Après le choc immédiat de la pandémie, en particulier des premiers confinements, l’activité économique a vite rebondi, mais la reprise s’est retrouvée contrainte du côté de l’offre : non seulement la demande a fortement rebondi alors même que l’offre est relativement inélastique à court terme, mais en outre la demande s’est réallouée des services vers les biens (cf. graphique 1), entraînant des goulots d’étranglement. Les délais de livraison se sont creusés, les frais de transport ont explosé, des pénuries d’intrants et de biens finaux sont apparues et le prix de plusieurs biens a fortement augmenté, alimentant plus globalement les pressions inflationnistes.
Dans une nouvelle étude du FMI, Oya Celasun, Niels-Jakob Hansen, Aiko Mineshima, Mariano Spector et Jing Zhou (2022) confirment que les goulots d’étranglement du côté de l’offre ont fortement pesé sur la production. En l’occurrence, en 2021, la stimulation de la production exercée par la demande a été en grande partie compensée par des chocs d’offre négatifs et elle a même été plus que compensée par ceux-ci dans certains cas (cf. graphique 2). Selon les estimations de Celasun et de ses coauteurs, la production manufacturière de la zone euro aurait été 6 % plus élevée en 2021 en l’absence de goulots d’étranglement. En se basant sur la corrélation observée par le passée entre la production manufacturière et le PIB, ils estiment que le PIB de la zone euro aurait été 2 % plus élevé en l’absence de goulots d’étranglement.

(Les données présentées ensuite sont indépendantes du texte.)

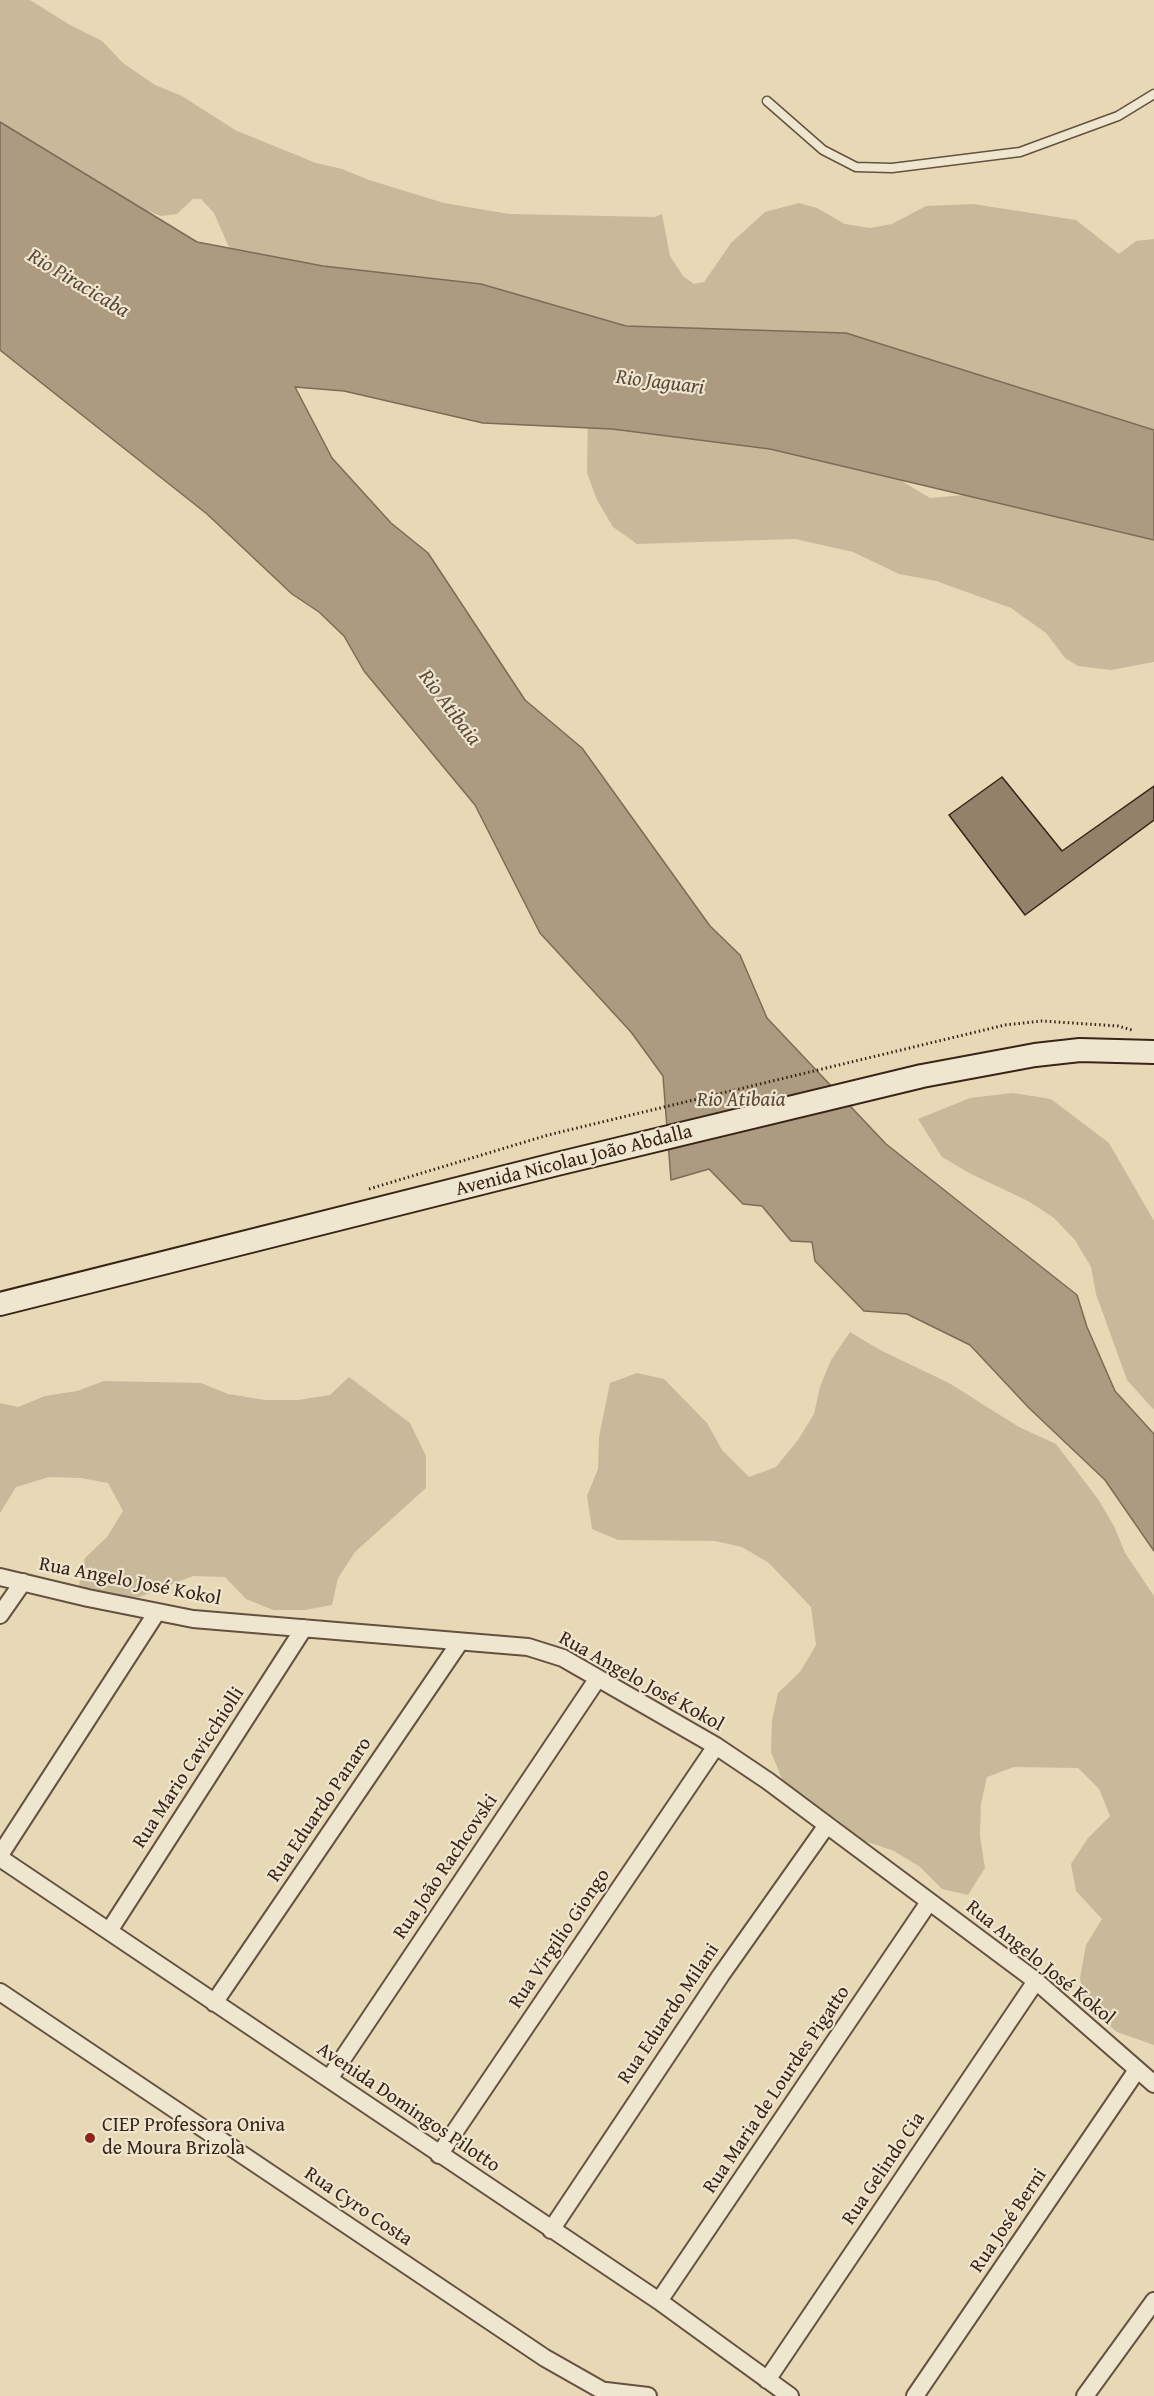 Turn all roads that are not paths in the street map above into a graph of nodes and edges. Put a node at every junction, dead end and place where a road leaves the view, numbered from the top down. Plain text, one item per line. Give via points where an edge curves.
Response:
1 (1154, 94) edge
2 (767, 101) dead end
3 (1154, 1053) edge
4 (0, 1304) edge
5 (0, 1577) edge
6 (23, 1582) junction
7 (157, 1612) junction
8 (0, 1615) edge
9 (304, 1628) junction
10 (460, 1642) junction
11 (598, 1678) junction
12 (716, 1746) junction
13 (827, 1825) junction
14 (0, 1856) edge
15 (929, 1902) junction
16 (109, 1931) junction
17 (1036, 1981) junction
18 (0, 1992) edge
19 (214, 2003) junction
20 (1137, 2070) junction
21 (329, 2079) junction
22 (1154, 2084) edge
23 (439, 2155) junction
24 (551, 2230) junction
25 (659, 2301) junction
26 (1154, 2301) edge
27 (767, 2380) junction
28 (609, 2394) edge
29 (648, 2396) edge
30 (790, 2396) edge
31 (915, 2396) edge
32 (1085, 2396) edge

1 - 2 lane via 1118,116 1020,152 892,168 856,167 823,150
3 - 4 main road, Avenida Nicolau João Abdalla via 1080,1050 922,1076
5 - 6 street, Rua Angelo José Kokol
6 - 7 street, Rua Angelo José Kokol
6 - 8 street
7 - 9 street, Rua Angelo José Kokol via 193,1619
7 - 14 street
9 - 10 street, Rua Angelo José Kokol
9 - 16 street, Rua Mario Cavicchiolli
10 - 11 street, Rua Angelo José Kokol via 528,1647 563,1658
10 - 19 street, Rua Eduardo Panaro
11 - 12 street, Rua Angelo José Kokol
11 - 21 street, Rua João Rachcovski
12 - 13 street, Rua Angelo José Kokol
12 - 23 street, Rua Virgilio Giongo
13 - 15 street, Rua Angelo José Kokol
13 - 24 street, Rua Eduardo Milani via 720,1975
14 - 16 street, Avenida Domingos Pilotto
15 - 17 street, Rua Angelo José Kokol
15 - 25 street, Rua Maria de Lourdes Pigatto
16 - 19 street, Avenida Domingos Pilotto
17 - 20 street, Rua Angelo José Kokol
17 - 27 street, Rua Gelindo Cia
18 - 28 street, Rua Cyro Costa via 545,2358
19 - 21 street, Avenida Domingos Pilotto
20 - 22 street, Rua Angelo José Kokol
20 - 31 street, Rua José Berni
21 - 23 street, Avenida Domingos Pilotto
23 - 24 street, Avenida Domingos Pilotto
24 - 25 street, Avenida Domingos Pilotto
25 - 27 street, Avenida Domingos Pilotto
26 - 32 street
27 - 30 street, Avenida Domingos Pilotto
28 - 29 street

La production a été particulièrement freinée dans les pays où les firmes industrielles opèrent en aval de la chaîne de valeur et dépendent tout particulièrement d’intrants différenciés ; c’est notamment le cas de pays comme l’Allemagne et la Tchéquie, en raison de l’importance du secteur automobile dans leur économie.
Celasun et ses coauteurs concluent également que les contraintes du côté de l’offre ont significativement contribué à la hausse des prix des biens manufacturés observée dans la zone euro, mais la vigueur de la demande a également contribué à celle-ci. En effet, au cours des trois premiers trimestres de l’année 2021, l’inflation des prix à la production dans le secteur manufacturier a été supérieure de dix points de pourcentage à sa tendance prépandémique. Les chocs d’offre expliquent environ la moitié de la hausse des prix à la production ; le reste s’explique pour l’essentiel par la demande.
Pour autant, notamment parce que les services continuent de représenter la majorité des dépenses des consommateurs, les contraintes du côté de l’offre ont eu un effet moins marqué sur l’inflation sous-jacente : si l’on exclut les prix des produits énergétiques et alimentaires, l’inflation des prix à la consommation n’a été que 0,5 point de pourcentage supérieure à ce qu’elle aurait été en l’absence de goulots d’étranglement.
L’année dernière, les expertes de l’industrie s’attendaient à ce que les pénuries de voiture se soient en grande partie dissipées d’ici le milieu de l’année 2022 et que, plus globalement, les goulots d’étranglement se soient dissipés d’ici la fin de l’année 2022. Or, avec la vague épidémique associée au variant Omicron, les perturbations devraient davantage durer, si bien que Celasun et ses coauteurs estiment que les goulots d’étranglement devraient persister jusqu’en 2023.